Work instructions: Could you find each line of the data below that contains the word "graph" and copy those lines?

Entries shown:
Content starts

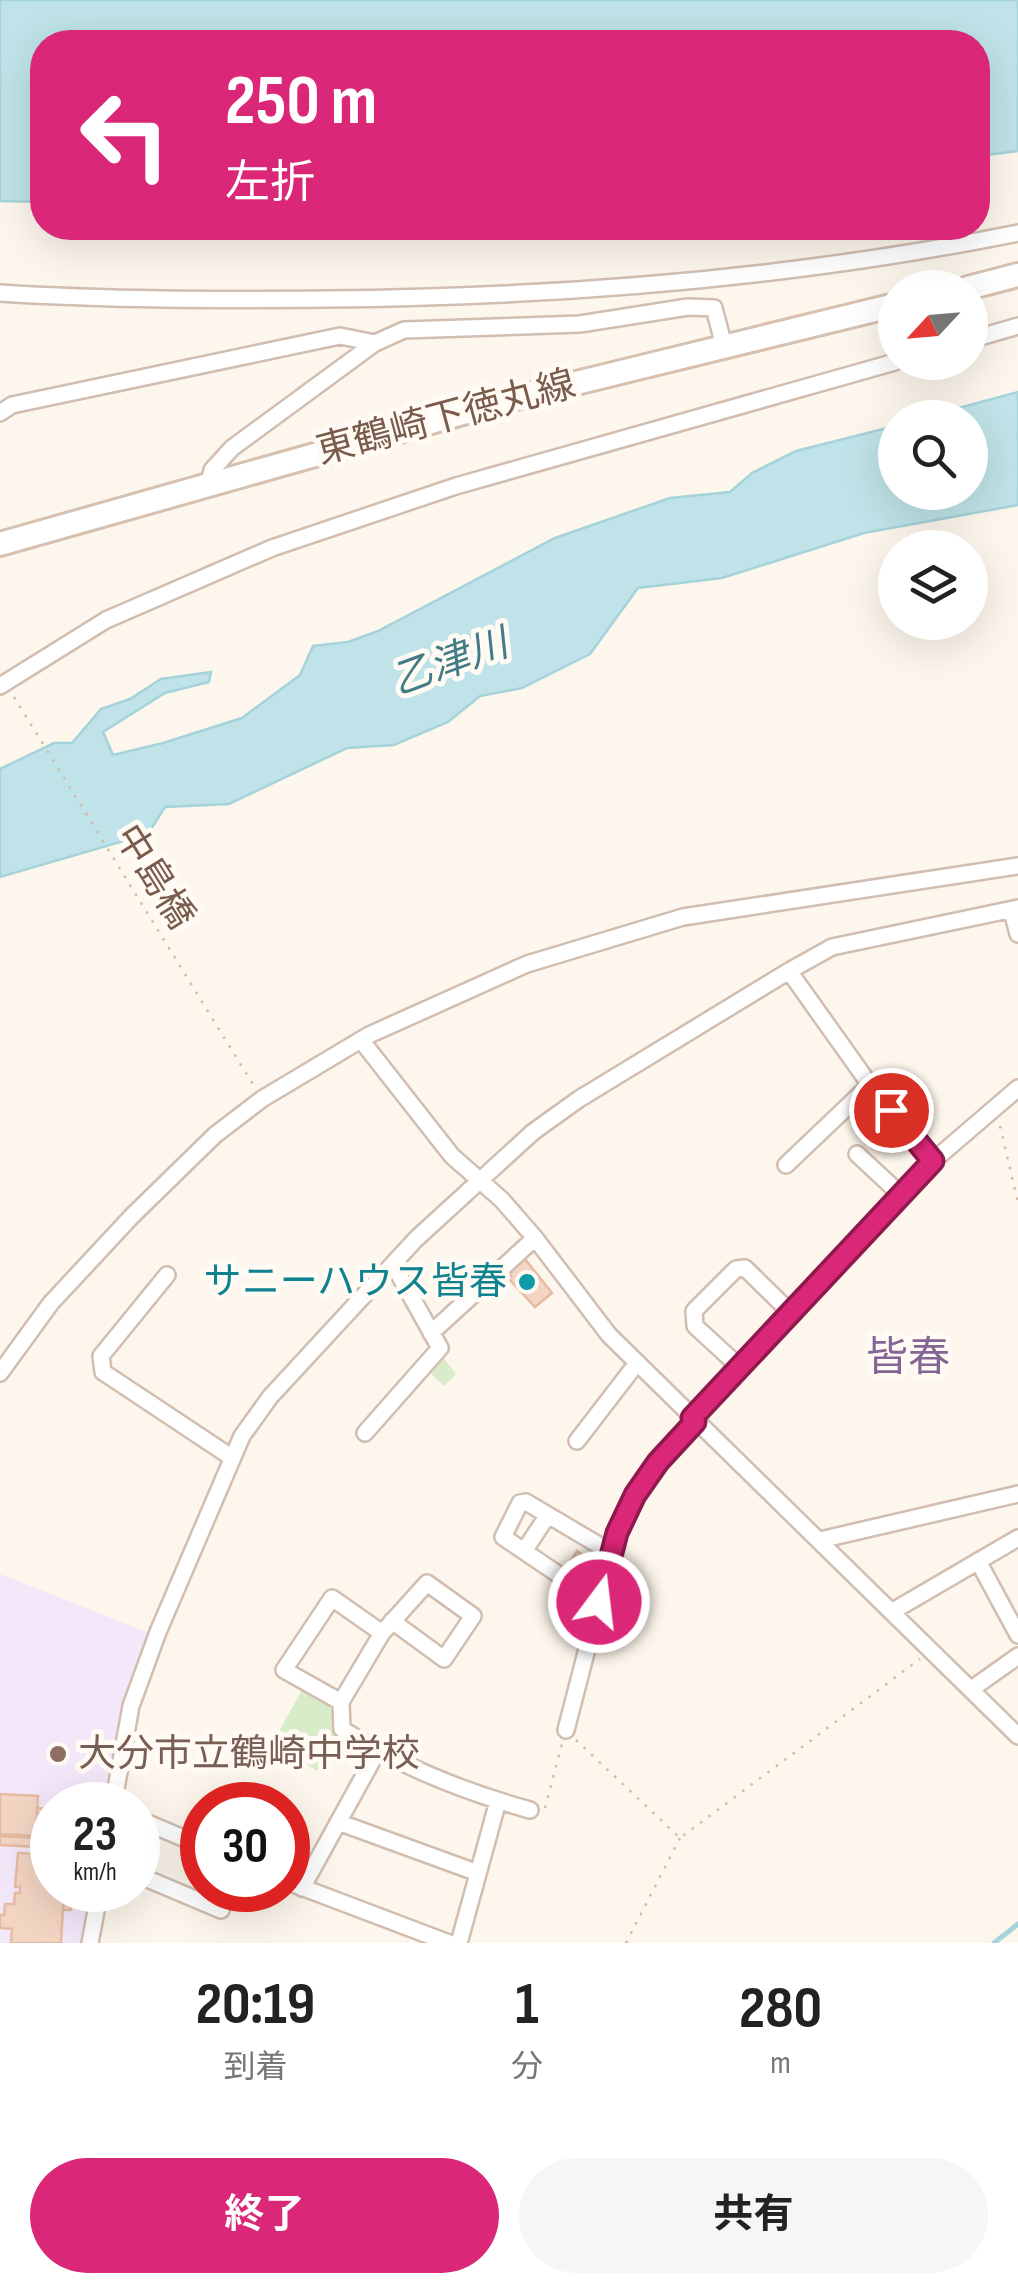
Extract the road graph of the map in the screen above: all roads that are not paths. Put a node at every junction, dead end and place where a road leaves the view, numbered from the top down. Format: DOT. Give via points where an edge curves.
graph roads {
  1 [pos="1018,233"];
  2 [pos="990,237"];
  3 [pos="973,240"];
  4 [pos="1018,275"];
  5 [pos="988,283"];
  6 [pos="0,293"];
  7 [pos="878,309"];
  8 [pos="1018,326"];
  9 [pos="988,335"];
  10 [pos="375,343"];
  11 [pos="724,346"];
  12 [pos="878,367"];
  13 [pos="0,413"];
  14 [pos="208,483"];
  15 [pos="0,544"];
  16 [pos="4,684"];
  17 [pos="1018,866"];
  18 [pos="1015,910"];
  19 [pos="1018,934"];
  20 [pos="789,971"];
  21 [pos="361,1040"];
  22 [pos="870,1085"];
  23 [pos="1018,1088"];
  24 [pos="857,1154"];
  25 [pos="933,1161"];
  26 [pos="786,1164"];
  27 [pos="479,1180"];
  28 [pos="901,1195"];
  29 [pos="534,1238"];
  30 [pos="394,1264"];
  31 [pos="167,1274"];
  32 [pos="791,1312"];
  33 [pos="432,1333"];
  34 [pos="638,1364"];
  35 [pos="734,1373"];
  36 [pos="0,1374"];
  37 [pos="693,1420"];
  38 [pos="365,1433"];
  39 [pos="577,1441"];
  40 [pos="231,1457"];
  41 [pos="1018,1494"];
  42 [pos="548,1515"];
  43 [pos="1018,1538"];
  44 [pos="820,1540"];
  45 [pos="524,1551"];
  46 [pos="612,1553"];
  47 [pos="978,1561"];
  48 [pos="599,1602"];
  49 [pos="893,1611"];
  50 [pos="387,1627"];
  51 [pos="1018,1634"];
  52 [pos="1018,1656"];
  53 [pos="972,1688"];
  54 [pos="341,1702"];
  55 [pos="566,1730"];
  56 [pos="1018,1736"];
  57 [pos="378,1752"];
  58 [pos="117,1782"];
  59 [pos="498,1802"];
  60 [pos="530,1810"];
  61 [pos="338,1822"];
  62 [pos="310,1863"];
  63 [pos="478,1874"];
  64 [pos="310,1891"];
  65 [pos="96,1912"];
  66 [pos="90,1943"];
  67 [pos="449,1943"];
  68 [pos="460,1943"];
  1 -- 2 [label="street"];
  3 -- 6 [label="street" via="743,276 448,298"];
  4 -- 5 [label="street"];
  7 -- 11 [label="street, 東鶴崎下徳丸線"];
  8 -- 9 [label="street"];
  10 -- 11 [label="street" via="404,330 580,324 714,308"];
  10 -- 13 [label="street" via="340,336 12,405"];
  10 -- 14 [label="street" via="232,448"];
  11 -- 14 [label="street, 東鶴崎下徳丸線"];
  12 -- 16 [label="street" via="456,486 272,548 106,620"];
  14 -- 15 [label="street, 東鶴崎下徳丸線"];
  17 -- 21 [label="street" via="684,917 527,964"];
  18 -- 19 [label="street"];
  18 -- 20 [label="street" via="832,947"];
  20 -- 22 [label="street"];
  20 -- 27 [label="street" via="579,1099"];
  21 -- 27 [label="street" via="452,1156"];
  21 -- 36 [label="street" via="258,1093 51,1303"];
  22 -- 25 [label="street"];
  22 -- 26 [label="street"];
  23 -- 25 [label="street"];
  24 -- 28 [label="street"];
  25 -- 28 [label="street"];
  27 -- 29 [label="street"];
  27 -- 30 [label="street"];
  28 -- 32 [label="street"];
  29 -- 33 [label="street"];
  29 -- 34 [label="street"];
  30 -- 33 [label="street"];
  30 -- 40 [label="street" via="270,1397"];
  31 -- 40 [label="street" via="101,1356 103,1372"];
  32 -- 35 [label="street"];
  32 -- 35 [label="street" via="745,1268 736,1268 694,1311 695,1326 732,1360"];
  33 -- 38 [label="street" via="440,1348"];
  34 -- 37 [label="street"];
  34 -- 39 [label="street"];
  35 -- 37 [label="street"];
  37 -- 44 [label="street"];
  37 -- 46 [label="street" via="635,1495"];
  40 -- 58 [label="street" via="131,1706"];
  41 -- 44 [label="street"];
  42 -- 45 [label="street"];
  42 -- 45 [label="street" via="520,1503 503,1536"];
  42 -- 46 [label="street"];
  43 -- 47 [label="street"];
  44 -- 49 [label="street"];
  45 -- 48 [label="street"];
  46 -- 48 [label="street"];
  47 -- 49 [label="street"];
  47 -- 51 [label="street"];
  48 -- 55 [label="street"];
  49 -- 53 [label="street"];
  50 -- 50 [label="street" via="427,1582 473,1616 444,1659"];
  50 -- 54 [label="street"];
  50 -- 54 [label="street" via="332,1598 284,1670"];
  52 -- 53 [label="street"];
  53 -- 56 [label="street"];
  54 -- 57 [label="street" via="342,1729"];
  57 -- 59 [label="street"];
  57 -- 61 [label="street"];
  59 -- 60 [label="street"];
  59 -- 63 [label="street"];
  61 -- 62 [label="street"];
  61 -- 63 [label="street"];
  63 -- 68 [label="street"];
  64 -- 67 [label="street"];
  65 -- 66 [label="street"];
}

Content ends

Solution for this exercise:
Extract the road graph of the map in the screen above: all roads that are not paths. Put a node at every junction, dead end and place where a road leaves the view, numbered from the top down. Format: DOT. Give via points where an edge curves.
graph roads {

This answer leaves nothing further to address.